Reputation: 157
I am making a Snakefile
for data analysis. the extension of my raw data is .RCC. for example the first input file I have is: CF30207_01.RCC.
and the script I am running on the data is QC.py
. Looking at the tutorial, I have made the following snakefile:
SAMPLES = ["CF30207_01",
"CF30212_06",
"CF30209_03",
"CF30213_07",
"CF30211_05",
"CF30214_08"]
rule all:
input:
expand('{sample}.RCC', sample=SAMPLES)
rule QC:
input:
rc = '/home/snakemaker/{sample}.RCC'
output:
'{sample}.pdf'
"quality_control.csv"
shell:
"python3 QC.py"
but I got the following errors:
./Snakefile: line 1: SAMPLES: command not found
./Snakefile: line 2: CF30212_06,: command not found
./Snakefile: line 3: CF30209_03,: command not found
./Snakefile: line 4: CF30213_07,: command not found
./Snakefile: line 5: CF30211_05,: command not found
./Snakefile: line 6: CF30214_08]: command not found
./Snakefile: line 8: rule: command not found
./Snakefile: line 9: input:: command not found
./Snakefile: line 10: syntax error near unexpected token `'{sample}.RCC','
./Snakefile: line 10: ` expand('{sample}.RCC', sample=SAMPLES)'
but I followed exactly the same structures. do you guys know how I can fix the problem is with this snakefile?
Upvotes: 0
Views: 426
Reputation: 2079
Welcome to snakemake! You have a good start, but couple of other notes on your snakefile.
rule all:
input:
expand('{sample}.RCC', sample=SAMPLES)
The rule all should request the final outputs of your workflow, not the inputs. These are the files you are requesting to be made. Change the input to:
expand('{sample}.pdf', sample=SAMPLES)
For the QC rule, it doesn't seem like you are passing the input/output files to the QC.py script. If you have command line arguments in that function, you can add them like:
"python3 QC.py --input {input.rc} --output {output[0]}"
Alternatively you can pass QC.py to the script directive and use snakemake.input[0]

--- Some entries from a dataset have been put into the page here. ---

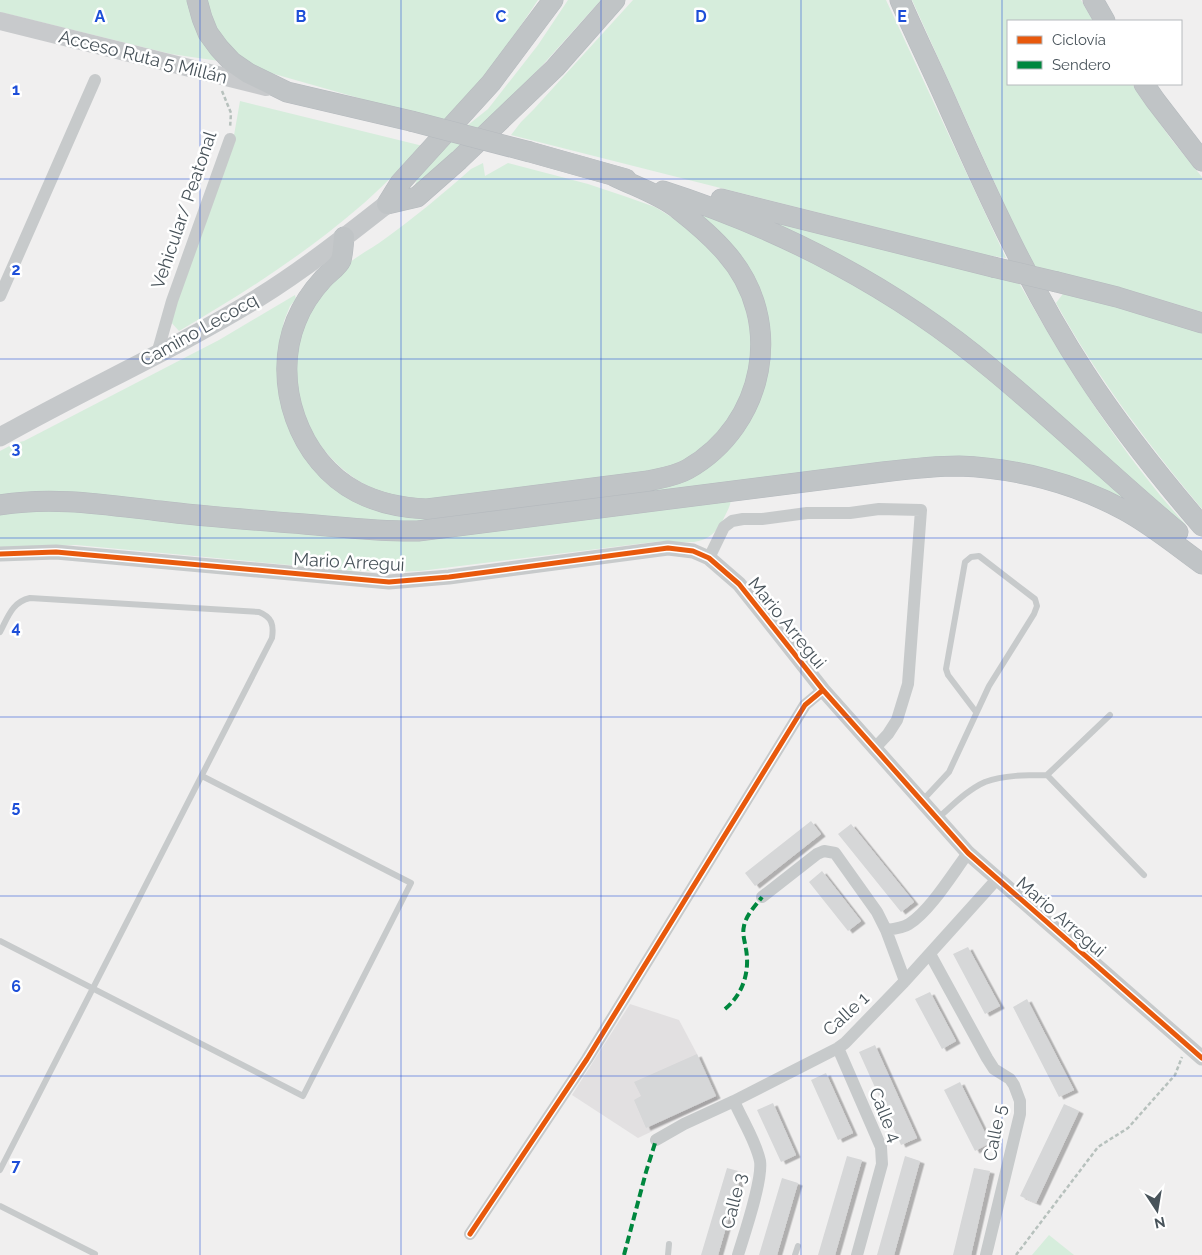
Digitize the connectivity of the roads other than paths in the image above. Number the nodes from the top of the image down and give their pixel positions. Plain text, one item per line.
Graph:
1 (196, 0) edge
2 (553, 0) edge
3 (615, 0) edge
4 (900, 0) edge
5 (1093, 0) edge
6 (1104, 20) edge
7 (0, 21) edge
8 (95, 80) dead end
9 (1145, 85) edge
10 (287, 92) junction
11 (230, 139) road end
12 (1202, 160) edge
13 (614, 176) junction
14 (387, 204) junction
15 (344, 237) junction
16 (0, 296) edge
17 (1202, 323) edge
18 (158, 354) junction
19 (0, 437) edge
20 (0, 505) edge
21 (1202, 526) edge
22 (1202, 553) edge
23 (0, 554) edge
24 (709, 558) junction
25 (1202, 564) edge
26 (0, 632) edge
27 (823, 690) junction
28 (976, 712) junction
29 (1110, 715) dead end
30 (874, 749) junction
31 (1047, 775) junction
32 (202, 776) junction
33 (921, 802) junction
34 (937, 820) junction
35 (968, 853) junction
36 (1144, 876) dead end
37 (997, 879) junction
38 (762, 897) dead end
39 (886, 930) junction
40 (0, 941) edge
41 (930, 954) junction
42 (905, 981) junction
43 (91, 989) junction
44 (838, 1048) junction
45 (1202, 1058) edge
46 (734, 1101) junction
47 (656, 1140) dead end
48 (0, 1170) edge
49 (0, 1206) edge
50 (470, 1234) dead end
51 (670, 1244) dead end
52 (798, 1246) dead end
53 (96, 1254) dead end
54 (668, 1255) edge
55 (738, 1255) edge
56 (795, 1255) edge
57 (857, 1255) edge
58 (986, 1255) edge

1 - 10 highway
2 - 14 highway
3 - 14 highway
4 - 21 highway
5 - 6 highway
7 - 10 main road, Acceso Ruta 5 Millán
8 - 16 street
9 - 12 highway
10 - 13 highway, bridge
11 - 18 street, Vehicular/ Peatonal
13 - 15 highway
13 - 17 highway, bridge
13 - 22 highway
14 - 15 main road, Camino Lecocq
15 - 18 main road, Camino Lecocq
18 - 19 main road, Camino Lecocq
20 - 25 highway
23 - 24 street, Mario Arregui
24 - 27 street, Mario Arregui
24 - 30 street
26 - 32 lane
27 - 30 street, Mario Arregui
27 - 50 street
28 - 28 lane
28 - 33 lane
29 - 31 lane
30 - 33 street, Mario Arregui
31 - 34 lane
31 - 36 lane
32 - 43 lane
32 - 43 lane
33 - 34 street, Mario Arregui
34 - 35 street, Mario Arregui
35 - 37 street, Mario Arregui
35 - 39 street
37 - 41 street, Calle 1
37 - 45 street, Mario Arregui
38 - 39 street
39 - 42 street
40 - 43 lane
41 - 42 street, Calle 1
41 - 58 street, Calle 5
42 - 44 street, Calle 1
43 - 48 lane
44 - 46 street, Calle 1
44 - 57 street, Calle 4
46 - 47 street, Calle 1
46 - 55 street, Calle 3
49 - 53 lane
51 - 54 lane
52 - 56 lane

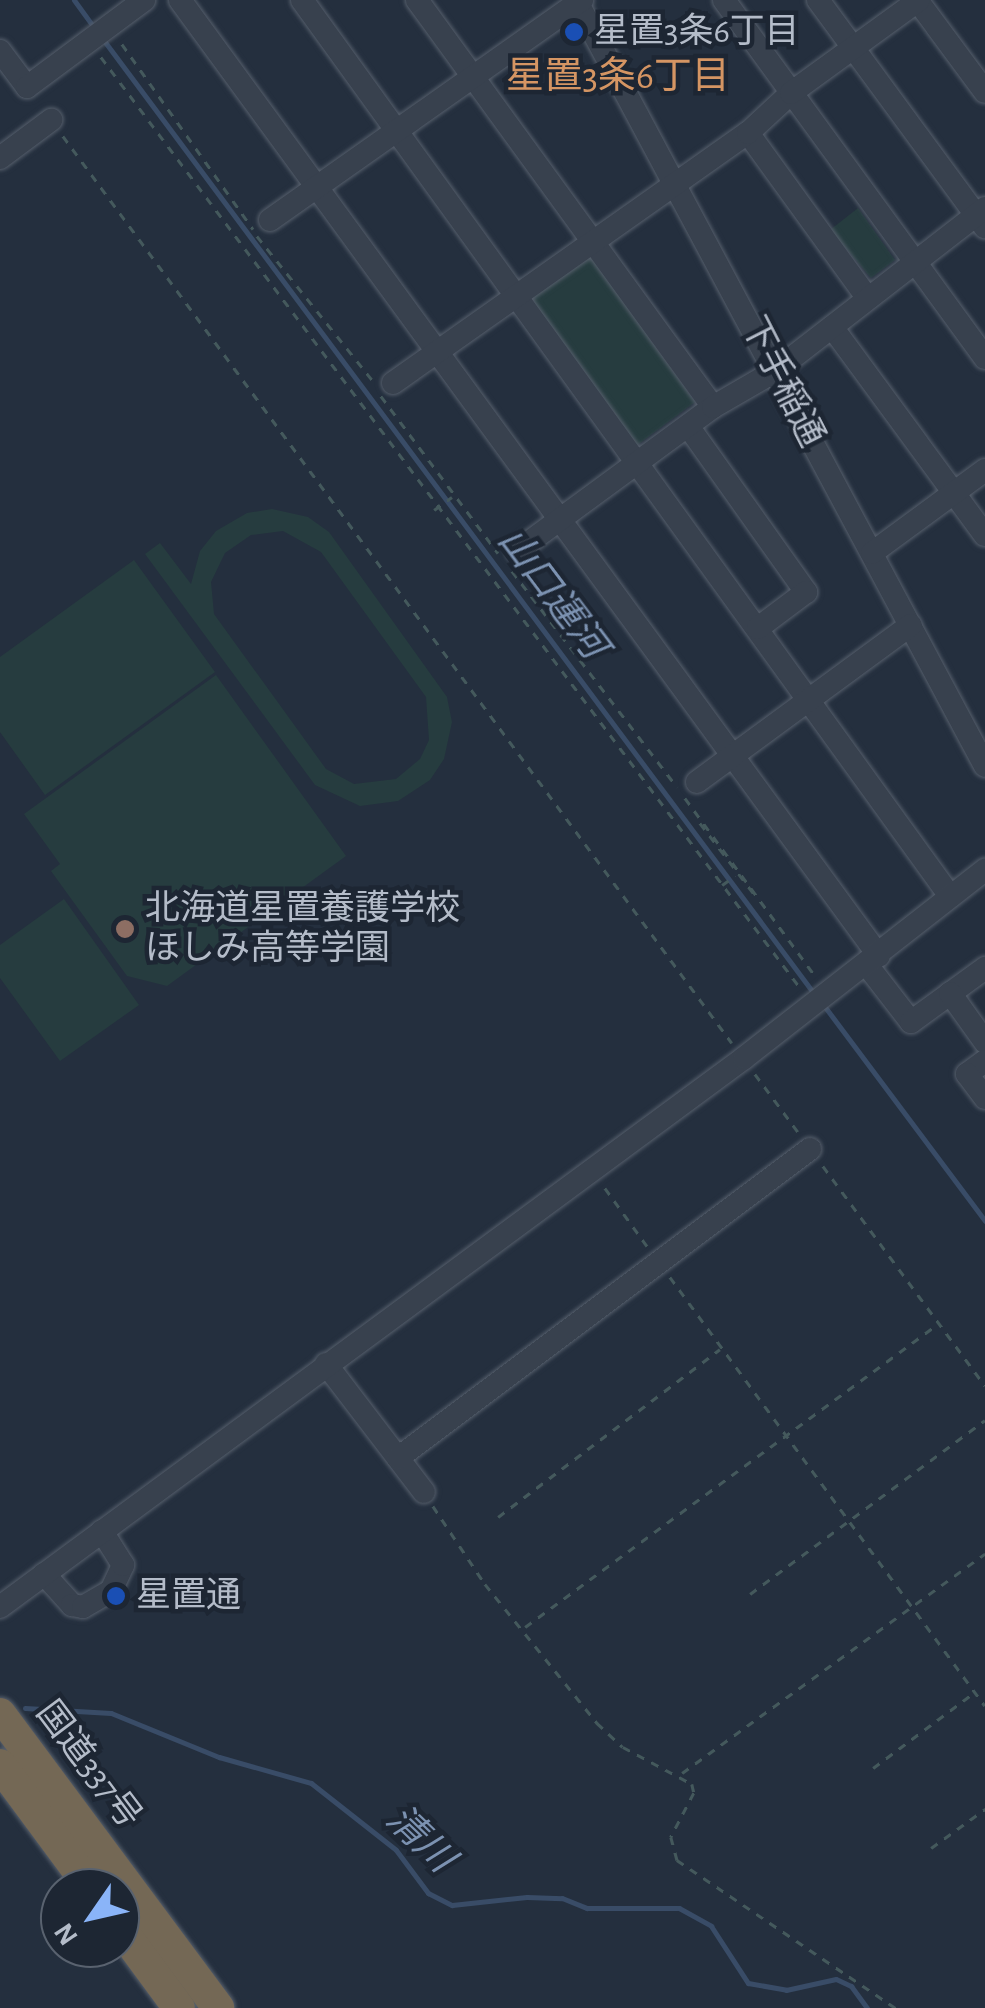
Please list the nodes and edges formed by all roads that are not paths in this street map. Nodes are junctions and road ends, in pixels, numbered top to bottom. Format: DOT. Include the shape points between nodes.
graph roads {
  1 [pos="144,0"];
  2 [pos="180,0"];
  3 [pos="302,0"];
  4 [pos="417,0"];
  5 [pos="724,0"];
  6 [pos="818,0"];
  7 [pos="918,0"];
  8 [pos="578,1"];
  9 [pos="852,47"];
  10 [pos="0,50"];
  11 [pos="470,73"];
  12 [pos="985,92"];
  13 [pos="791,93"];
  14 [pos="51,120"];
  15 [pos="394,129"];
  16 [pos="748,133"];
  17 [pos="0,158"];
  18 [pos="676,184"];
  19 [pos="316,186"];
  20 [pos="982,217"];
  21 [pos="270,220"];
  22 [pos="590,240"];
  23 [pos="914,260"];
  24 [pos="515,295"];
  25 [pos="866,296"];
  26 [pos="832,327"];
  27 [pos="437,352"];
  28 [pos="985,358"];
  29 [pos="776,371"];
  30 [pos="394,383"];
  31 [pos="713,408"];
  32 [pos="688,426"];
  33 [pos="638,463"];
  34 [pos="985,470"];
  35 [pos="955,493"];
  36 [pos="560,520"];
  37 [pos="985,535"];
  38 [pos="517,551"];
  39 [pos="872,554"];
  40 [pos="911,625"];
  41 [pos="758,628"];
  42 [pos="810,698"];
  43 [pos="732,755"];
  44 [pos="985,766"];
  45 [pos="696,782"];
  46 [pos="983,876"];
  47 [pos="950,896"];
  48 [pos="873,961"];
  49 [pos="985,968"];
  50 [pos="950,994"];
  51 [pos="985,1042"];
  52 [pos="985,1060"];
  53 [pos="985,1098"];
  54 [pos="810,1149"];
  55 [pos="326,1364"];
  56 [pos="398,1458"];
  57 [pos="424,1492"];
  58 [pos="102,1531"];
  59 [pos="44,1574"];
  60 [pos="0,1607"];
  61 [pos="0,1714"];
  62 [pos="0,1765"];
  63 [pos="76,1868"];
  64 [pos="140,1955"];
  65 [pos="179,2008"];
  66 [pos="218,2008"];
  1 -- 10 [label="street" via="87,52 26,87"];
  2 -- 19 [label="street"];
  3 -- 15 [label="street"];
  4 -- 11 [label="street"];
  5 -- 13 [label="street"];
  6 -- 9 [label="street"];
  7 -- 9 [label="street"];
  7 -- 12 [label="street"];
  8 -- 11 [label="street"];
  8 -- 18 [label="street, 下手稲通"];
  9 -- 13 [label="street"];
  9 -- 20 [label="street"];
  11 -- 15 [label="street"];
  11 -- 22 [label="street"];
  13 -- 16 [label="street"];
  13 -- 23 [label="street"];
  14 -- 17 [label="street"];
  15 -- 19 [label="street"];
  15 -- 24 [label="street"];
  16 -- 18 [label="street"];
  16 -- 25 [label="street"];
  18 -- 22 [label="street"];
  18 -- 29 [label="street, 下手稲通"];
  19 -- 21 [label="street"];
  19 -- 27 [label="street"];
  20 -- 23 [label="street"];
  22 -- 24 [label="street"];
  22 -- 31 [label="street"];
  23 -- 25 [label="street"];
  23 -- 28 [label="street"];
  24 -- 27 [label="street"];
  24 -- 33 [label="street"];
  25 -- 26 [label="street"];
  26 -- 29 [label="street"];
  26 -- 35 [label="street"];
  27 -- 30 [label="street"];
  27 -- 36 [label="street"];
  29 -- 31 [label="street"];
  29 -- 39 [label="street, 下手稲通"];
  31 -- 32 [label="street"];
  32 -- 33 [label="street"];
  32 -- 41 [label="street" via="806,592"];
  33 -- 36 [label="street"];
  33 -- 41 [label="street"];
  34 -- 35 [label="street"];
  35 -- 37 [label="street"];
  35 -- 39 [label="street"];
  36 -- 38 [label="street"];
  36 -- 43 [label="street"];
  39 -- 40 [label="street, 下手稲通"];
  40 -- 42 [label="street"];
  40 -- 44 [label="street, 下手稲通"];
  41 -- 42 [label="street"];
  42 -- 43 [label="street"];
  42 -- 47 [label="street"];
  43 -- 45 [label="street"];
  43 -- 48 [label="street"];
  46 -- 47 [label="street"];
  47 -- 48 [label="street"];
  48 -- 50 [label="street" via="911,1022"];
  48 -- 55 [label="street" via="815,993 744,1058"];
  49 -- 50 [label="street"];
  50 -- 51 [label="street"];
  52 -- 53 [label="street" via="967,1074"];
  54 -- 56 [label="street"];
  55 -- 56 [label="street"];
  55 -- 58 [label="street"];
  56 -- 57 [label="street"];
  58 -- 59 [label="street"];
  58 -- 59 [label="street" via="123,1565 111,1591 83,1608"];
  59 -- 60 [label="street"];
  61 -- 66 [label="highway, 国道337号"];
  62 -- 63 [label="highway, 国道337号"];
  64 -- 65 [label="highway"];
}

, etc to access the files in your python code.
Within the output
output:
'{sample}.pdf'
"quality_control.csv"
You need to add a comma between the files to make them a list. Also note that every sample will output to the same quality_control.csv
. At best this will overwrite and only keep the last sample, if you have multithreading you may have an error in your python code. You may want something like:
output:
'{sample}.pdf',
'quality_control_{sample}.csv'
If your QC code actually appends to quality_control, you can instead force a single execution at a time for that rule with custom resources
A good test for new snakefiles is to run snakemake -nq
to make sure the file syntax is ok and you have the expected number of rules queued up.
Upvotes: 2
Reputation: 9062
I guess you are executing the snakefile script itself as ./Snakefile
. Instead, you should do
snakemake -s /path/to/Snakefile
Or just snakemake
if the Snakefile is in the current directory.
Upvotes: 2